The linter is lexical, not semantic — it doesn\'t validate CSS against a spec (that\'s what the W3C CSS Validator is for). What it does catch are the patterns that cause real maintenance pain: duplicate declarations that indicate a bad merge, !important spirals, zero lengths with units, and typo\'d at-rules. Everything runs in your browser — no server round-trip, no telemetry, no upload.

Frequently Asked Questions

How much does minification save?

Typical CSS shrinks 20–40% by stripping whitespace and comments. With gzip on top, an extra 60–80% is saved. A 50 KB file typically serves as ~7 KB after minify + gzip.

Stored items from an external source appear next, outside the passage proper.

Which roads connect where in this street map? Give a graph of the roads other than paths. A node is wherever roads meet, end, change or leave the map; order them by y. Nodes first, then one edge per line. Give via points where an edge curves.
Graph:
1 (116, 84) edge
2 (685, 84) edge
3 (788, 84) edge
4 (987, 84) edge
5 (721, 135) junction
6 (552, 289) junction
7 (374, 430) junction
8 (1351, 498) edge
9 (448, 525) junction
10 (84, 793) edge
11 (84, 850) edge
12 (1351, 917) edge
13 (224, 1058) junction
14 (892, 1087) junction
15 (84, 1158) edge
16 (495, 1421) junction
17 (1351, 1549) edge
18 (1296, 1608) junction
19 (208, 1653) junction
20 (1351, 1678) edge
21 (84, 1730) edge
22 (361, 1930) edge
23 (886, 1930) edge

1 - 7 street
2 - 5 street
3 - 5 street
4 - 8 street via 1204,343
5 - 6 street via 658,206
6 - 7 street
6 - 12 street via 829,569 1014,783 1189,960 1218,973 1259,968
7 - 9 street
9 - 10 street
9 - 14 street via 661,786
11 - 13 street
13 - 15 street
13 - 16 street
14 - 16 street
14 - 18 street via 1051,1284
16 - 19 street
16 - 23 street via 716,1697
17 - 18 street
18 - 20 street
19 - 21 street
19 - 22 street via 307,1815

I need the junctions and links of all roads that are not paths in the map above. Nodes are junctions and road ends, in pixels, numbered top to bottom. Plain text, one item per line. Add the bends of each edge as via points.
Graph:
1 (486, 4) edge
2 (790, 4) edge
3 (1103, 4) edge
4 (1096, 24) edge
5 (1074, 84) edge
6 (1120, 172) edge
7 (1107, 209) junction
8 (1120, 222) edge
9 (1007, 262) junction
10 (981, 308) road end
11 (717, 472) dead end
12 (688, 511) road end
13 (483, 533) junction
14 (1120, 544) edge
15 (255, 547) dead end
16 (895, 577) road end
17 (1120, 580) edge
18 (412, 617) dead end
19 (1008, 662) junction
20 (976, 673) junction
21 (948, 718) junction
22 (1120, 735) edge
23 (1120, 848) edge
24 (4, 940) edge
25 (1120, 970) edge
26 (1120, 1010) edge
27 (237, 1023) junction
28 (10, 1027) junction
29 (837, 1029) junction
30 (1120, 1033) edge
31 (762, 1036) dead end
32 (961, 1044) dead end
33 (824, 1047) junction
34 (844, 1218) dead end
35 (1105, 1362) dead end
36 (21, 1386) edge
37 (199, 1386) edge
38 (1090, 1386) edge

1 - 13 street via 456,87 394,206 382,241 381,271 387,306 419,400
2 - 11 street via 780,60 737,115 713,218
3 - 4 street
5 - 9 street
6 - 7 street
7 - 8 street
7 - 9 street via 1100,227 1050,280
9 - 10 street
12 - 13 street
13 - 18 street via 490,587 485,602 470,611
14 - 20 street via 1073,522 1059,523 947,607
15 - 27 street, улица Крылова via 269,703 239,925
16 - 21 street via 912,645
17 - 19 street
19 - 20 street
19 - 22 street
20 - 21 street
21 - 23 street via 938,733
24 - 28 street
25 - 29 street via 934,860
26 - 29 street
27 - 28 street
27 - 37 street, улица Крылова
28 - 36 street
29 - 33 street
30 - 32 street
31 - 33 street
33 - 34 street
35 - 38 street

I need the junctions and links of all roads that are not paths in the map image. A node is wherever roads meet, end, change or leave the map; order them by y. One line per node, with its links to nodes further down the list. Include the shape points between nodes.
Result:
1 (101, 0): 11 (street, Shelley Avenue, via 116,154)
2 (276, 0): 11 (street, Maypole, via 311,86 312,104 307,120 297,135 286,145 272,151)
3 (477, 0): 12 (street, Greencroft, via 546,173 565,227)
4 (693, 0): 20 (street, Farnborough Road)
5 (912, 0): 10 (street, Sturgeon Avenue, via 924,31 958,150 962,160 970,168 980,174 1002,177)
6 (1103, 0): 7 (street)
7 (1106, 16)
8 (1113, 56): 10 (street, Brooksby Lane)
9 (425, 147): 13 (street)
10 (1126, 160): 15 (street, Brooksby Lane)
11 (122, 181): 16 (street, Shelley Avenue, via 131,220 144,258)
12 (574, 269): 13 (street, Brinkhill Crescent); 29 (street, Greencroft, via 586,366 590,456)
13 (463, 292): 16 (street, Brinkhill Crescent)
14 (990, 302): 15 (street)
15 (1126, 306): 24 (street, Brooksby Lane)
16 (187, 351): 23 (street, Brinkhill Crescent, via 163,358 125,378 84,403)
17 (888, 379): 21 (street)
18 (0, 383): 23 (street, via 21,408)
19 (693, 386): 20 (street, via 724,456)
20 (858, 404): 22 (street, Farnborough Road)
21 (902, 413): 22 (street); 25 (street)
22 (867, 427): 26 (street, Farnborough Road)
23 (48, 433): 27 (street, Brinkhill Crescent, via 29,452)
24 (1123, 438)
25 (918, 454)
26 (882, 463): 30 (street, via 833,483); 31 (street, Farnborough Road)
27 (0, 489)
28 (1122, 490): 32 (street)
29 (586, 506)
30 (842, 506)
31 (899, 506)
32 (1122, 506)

Does the linter rewrite my CSS?

No. Lint mode only reports findings (line numbers, severity). Use Beautify or Minify to transform the source.

Will it break my CSS?

The minifier is conservative — it preserves string and url() contents and does not reorder declarations. It collapses whitespace, strips comments (unless /*! */ is used), and removes optional semicolons.

Does it support modern CSS?

Yes — nested selectors, container queries, custom properties, @layer, @supports, @scope, and logical properties all pass through untouched.

Common Use Cases

Prep CSS for production

Paste your hand-written CSS, press Minify, copy the result into your build or a <style> tag.

Clean up a messy file

Press Beautify on a one-line minified file to see it laid out with consistent indentation.

Code review

Lint a PR's CSS diff to surface duplicate properties, !important overuse, and unknown units before review.